**What to do**
Each line of the entries below that includes "Right" belongs in your answer.
Segment Start: Input material
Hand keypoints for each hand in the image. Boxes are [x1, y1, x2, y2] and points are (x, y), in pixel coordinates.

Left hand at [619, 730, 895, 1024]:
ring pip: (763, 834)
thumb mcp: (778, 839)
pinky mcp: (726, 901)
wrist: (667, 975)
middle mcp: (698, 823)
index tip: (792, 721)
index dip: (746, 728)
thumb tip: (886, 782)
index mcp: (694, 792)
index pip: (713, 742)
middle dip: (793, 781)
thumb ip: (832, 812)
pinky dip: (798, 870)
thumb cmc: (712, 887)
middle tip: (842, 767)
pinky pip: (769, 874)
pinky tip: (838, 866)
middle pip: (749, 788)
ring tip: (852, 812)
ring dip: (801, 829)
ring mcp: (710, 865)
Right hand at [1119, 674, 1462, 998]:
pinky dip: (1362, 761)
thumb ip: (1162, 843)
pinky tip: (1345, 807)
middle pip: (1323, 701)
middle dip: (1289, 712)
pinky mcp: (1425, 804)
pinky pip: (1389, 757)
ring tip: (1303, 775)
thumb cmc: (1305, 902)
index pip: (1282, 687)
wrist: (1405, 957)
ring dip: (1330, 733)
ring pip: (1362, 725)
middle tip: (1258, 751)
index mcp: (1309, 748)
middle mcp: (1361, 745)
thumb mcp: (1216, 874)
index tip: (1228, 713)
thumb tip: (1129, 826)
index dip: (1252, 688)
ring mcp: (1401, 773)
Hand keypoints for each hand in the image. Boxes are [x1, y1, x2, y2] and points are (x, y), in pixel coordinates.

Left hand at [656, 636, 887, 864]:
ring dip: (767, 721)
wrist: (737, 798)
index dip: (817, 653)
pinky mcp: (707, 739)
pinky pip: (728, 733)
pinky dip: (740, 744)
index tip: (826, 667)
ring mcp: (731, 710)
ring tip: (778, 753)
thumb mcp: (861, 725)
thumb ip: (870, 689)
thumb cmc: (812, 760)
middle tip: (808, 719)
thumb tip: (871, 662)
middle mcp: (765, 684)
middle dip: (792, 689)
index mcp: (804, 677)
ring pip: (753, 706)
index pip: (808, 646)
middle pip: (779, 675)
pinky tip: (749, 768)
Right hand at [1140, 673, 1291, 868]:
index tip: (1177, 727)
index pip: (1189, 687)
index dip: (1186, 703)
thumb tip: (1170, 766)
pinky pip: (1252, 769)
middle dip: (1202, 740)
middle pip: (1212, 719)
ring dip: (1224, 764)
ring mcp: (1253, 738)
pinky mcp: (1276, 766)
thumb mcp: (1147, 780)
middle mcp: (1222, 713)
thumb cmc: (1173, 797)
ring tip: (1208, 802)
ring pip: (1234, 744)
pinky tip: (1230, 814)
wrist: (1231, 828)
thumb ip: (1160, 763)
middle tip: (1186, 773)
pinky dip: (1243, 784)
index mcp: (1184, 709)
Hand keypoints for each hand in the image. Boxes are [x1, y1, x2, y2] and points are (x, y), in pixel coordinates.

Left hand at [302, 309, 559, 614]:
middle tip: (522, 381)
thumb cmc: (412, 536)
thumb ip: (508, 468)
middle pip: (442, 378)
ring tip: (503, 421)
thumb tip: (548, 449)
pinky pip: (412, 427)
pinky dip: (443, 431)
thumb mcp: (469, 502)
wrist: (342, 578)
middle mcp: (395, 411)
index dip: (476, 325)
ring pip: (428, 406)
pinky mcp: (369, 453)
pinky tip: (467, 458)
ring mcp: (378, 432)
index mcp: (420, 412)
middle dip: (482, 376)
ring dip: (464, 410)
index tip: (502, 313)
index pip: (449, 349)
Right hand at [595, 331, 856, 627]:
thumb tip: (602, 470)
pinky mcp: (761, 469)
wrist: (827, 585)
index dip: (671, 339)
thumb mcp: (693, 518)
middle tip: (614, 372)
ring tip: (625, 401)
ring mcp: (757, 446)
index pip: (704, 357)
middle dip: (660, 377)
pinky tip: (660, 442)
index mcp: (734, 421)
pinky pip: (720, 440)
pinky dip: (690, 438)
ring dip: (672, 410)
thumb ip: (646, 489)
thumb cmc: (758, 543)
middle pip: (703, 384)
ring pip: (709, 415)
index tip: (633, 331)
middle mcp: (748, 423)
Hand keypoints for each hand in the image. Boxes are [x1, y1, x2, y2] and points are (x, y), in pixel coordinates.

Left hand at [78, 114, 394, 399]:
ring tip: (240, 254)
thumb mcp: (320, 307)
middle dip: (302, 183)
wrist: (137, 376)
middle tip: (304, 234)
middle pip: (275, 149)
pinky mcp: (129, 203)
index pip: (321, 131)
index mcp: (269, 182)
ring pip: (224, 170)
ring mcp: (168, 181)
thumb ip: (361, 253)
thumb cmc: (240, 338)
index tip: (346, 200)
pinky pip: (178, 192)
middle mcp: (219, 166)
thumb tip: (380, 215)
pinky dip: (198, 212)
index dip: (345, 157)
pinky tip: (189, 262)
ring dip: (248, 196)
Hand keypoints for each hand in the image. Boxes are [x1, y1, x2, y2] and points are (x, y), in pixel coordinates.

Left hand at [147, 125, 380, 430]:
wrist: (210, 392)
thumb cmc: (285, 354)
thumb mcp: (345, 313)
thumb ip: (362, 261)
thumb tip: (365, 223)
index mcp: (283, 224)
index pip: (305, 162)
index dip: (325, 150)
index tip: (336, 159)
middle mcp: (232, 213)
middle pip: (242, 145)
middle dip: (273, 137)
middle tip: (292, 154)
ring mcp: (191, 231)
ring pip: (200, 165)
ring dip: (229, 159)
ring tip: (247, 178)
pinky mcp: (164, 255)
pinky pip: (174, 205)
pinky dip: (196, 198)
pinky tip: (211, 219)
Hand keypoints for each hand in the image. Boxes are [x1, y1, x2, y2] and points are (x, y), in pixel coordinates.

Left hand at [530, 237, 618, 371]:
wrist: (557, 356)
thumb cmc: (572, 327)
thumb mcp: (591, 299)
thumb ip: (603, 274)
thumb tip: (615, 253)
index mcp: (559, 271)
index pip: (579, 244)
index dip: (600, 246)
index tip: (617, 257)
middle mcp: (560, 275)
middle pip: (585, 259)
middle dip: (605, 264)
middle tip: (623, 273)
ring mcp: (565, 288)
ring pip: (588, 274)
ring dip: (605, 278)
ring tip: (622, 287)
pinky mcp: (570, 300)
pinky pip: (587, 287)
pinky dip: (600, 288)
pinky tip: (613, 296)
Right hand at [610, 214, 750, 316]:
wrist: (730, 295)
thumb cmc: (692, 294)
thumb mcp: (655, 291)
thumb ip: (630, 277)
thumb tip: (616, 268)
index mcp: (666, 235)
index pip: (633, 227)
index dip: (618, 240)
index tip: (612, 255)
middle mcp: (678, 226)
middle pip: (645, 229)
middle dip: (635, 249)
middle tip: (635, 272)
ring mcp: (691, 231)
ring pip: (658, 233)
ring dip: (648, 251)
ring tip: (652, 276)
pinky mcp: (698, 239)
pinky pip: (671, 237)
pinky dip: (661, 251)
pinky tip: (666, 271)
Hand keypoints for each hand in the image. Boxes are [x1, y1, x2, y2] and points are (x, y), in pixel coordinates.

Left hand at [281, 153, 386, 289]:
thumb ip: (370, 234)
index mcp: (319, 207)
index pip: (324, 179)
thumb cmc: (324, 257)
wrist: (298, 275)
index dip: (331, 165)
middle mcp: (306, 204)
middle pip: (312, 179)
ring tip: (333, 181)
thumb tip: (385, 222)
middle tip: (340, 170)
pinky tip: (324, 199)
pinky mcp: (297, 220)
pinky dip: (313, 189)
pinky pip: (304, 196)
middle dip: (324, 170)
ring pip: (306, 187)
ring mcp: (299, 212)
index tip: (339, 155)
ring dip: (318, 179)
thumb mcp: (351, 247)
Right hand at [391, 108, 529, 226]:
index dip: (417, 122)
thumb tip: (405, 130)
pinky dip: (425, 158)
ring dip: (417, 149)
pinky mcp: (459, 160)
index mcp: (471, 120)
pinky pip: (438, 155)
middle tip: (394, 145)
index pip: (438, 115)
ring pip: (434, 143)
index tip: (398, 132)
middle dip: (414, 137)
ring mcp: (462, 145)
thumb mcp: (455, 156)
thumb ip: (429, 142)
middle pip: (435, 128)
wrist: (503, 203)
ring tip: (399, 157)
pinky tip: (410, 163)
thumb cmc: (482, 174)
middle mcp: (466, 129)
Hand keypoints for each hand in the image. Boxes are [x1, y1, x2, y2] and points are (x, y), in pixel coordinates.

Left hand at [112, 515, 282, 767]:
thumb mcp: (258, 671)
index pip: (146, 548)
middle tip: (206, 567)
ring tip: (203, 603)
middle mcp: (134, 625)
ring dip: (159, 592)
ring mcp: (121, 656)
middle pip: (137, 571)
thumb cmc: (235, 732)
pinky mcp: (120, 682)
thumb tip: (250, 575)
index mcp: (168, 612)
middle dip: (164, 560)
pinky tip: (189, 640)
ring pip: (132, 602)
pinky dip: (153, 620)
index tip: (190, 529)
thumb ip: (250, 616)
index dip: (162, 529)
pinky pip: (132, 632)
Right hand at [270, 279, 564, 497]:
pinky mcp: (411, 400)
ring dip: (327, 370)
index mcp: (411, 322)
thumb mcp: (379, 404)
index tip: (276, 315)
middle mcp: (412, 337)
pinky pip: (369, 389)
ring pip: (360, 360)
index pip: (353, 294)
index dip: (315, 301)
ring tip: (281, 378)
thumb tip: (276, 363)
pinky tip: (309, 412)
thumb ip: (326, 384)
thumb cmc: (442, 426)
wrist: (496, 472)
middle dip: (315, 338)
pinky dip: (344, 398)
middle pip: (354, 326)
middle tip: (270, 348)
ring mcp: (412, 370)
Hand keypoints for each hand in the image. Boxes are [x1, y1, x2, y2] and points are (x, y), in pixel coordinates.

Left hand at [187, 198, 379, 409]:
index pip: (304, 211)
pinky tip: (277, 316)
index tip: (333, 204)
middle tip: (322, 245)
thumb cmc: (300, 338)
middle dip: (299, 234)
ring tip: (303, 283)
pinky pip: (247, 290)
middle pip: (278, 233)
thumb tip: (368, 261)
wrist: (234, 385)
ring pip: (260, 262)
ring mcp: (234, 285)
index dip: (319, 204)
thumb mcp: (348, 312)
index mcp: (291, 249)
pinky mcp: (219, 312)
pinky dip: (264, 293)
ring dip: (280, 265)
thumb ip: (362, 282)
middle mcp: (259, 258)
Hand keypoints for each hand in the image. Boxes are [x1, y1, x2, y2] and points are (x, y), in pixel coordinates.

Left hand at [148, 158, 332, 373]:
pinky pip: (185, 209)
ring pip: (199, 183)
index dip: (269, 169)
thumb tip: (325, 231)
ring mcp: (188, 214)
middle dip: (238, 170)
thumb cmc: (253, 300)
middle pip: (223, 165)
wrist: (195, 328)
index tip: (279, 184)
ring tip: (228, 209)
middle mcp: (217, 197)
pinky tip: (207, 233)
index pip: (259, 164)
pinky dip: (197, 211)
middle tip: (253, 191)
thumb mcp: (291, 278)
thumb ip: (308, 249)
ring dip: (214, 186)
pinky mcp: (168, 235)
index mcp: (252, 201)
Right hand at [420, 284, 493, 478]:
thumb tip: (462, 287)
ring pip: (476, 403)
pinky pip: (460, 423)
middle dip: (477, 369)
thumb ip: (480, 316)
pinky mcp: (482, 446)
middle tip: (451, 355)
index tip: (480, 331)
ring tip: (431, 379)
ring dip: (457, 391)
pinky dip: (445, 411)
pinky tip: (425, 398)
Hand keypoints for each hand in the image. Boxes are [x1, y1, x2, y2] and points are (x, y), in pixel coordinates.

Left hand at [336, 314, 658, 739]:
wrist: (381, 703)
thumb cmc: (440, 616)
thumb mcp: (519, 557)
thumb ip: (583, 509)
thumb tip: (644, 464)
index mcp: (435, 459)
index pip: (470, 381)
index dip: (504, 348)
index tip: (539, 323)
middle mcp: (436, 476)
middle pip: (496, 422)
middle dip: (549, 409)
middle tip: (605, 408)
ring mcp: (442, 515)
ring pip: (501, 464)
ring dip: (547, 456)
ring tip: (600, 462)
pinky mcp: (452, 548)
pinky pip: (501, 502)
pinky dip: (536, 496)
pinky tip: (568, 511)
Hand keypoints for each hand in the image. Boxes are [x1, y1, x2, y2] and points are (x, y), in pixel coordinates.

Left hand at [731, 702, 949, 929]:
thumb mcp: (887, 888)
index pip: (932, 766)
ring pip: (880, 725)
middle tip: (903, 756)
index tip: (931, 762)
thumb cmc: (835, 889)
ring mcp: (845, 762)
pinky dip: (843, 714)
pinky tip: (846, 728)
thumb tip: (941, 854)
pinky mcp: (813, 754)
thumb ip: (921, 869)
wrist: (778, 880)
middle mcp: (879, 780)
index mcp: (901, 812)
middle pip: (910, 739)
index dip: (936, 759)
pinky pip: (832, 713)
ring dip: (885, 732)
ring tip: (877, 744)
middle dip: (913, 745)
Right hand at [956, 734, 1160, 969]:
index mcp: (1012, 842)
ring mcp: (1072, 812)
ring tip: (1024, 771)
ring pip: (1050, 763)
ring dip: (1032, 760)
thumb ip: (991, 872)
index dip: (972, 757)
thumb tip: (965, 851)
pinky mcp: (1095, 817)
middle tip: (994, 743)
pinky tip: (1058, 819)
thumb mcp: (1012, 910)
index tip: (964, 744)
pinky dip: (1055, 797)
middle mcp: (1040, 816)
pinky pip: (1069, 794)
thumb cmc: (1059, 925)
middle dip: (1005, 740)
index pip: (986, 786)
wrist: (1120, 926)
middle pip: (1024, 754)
Segment End: Input material
**Task answer**
Right hand at [1119, 674, 1462, 998]:
Right hand at [1140, 673, 1291, 868]:
Right hand at [595, 331, 856, 627]:
Right hand at [610, 214, 750, 316]:
Right hand at [391, 108, 529, 226]:
Right hand at [270, 279, 564, 497]:
Right hand at [420, 284, 493, 478]:
Right hand at [956, 734, 1160, 969]:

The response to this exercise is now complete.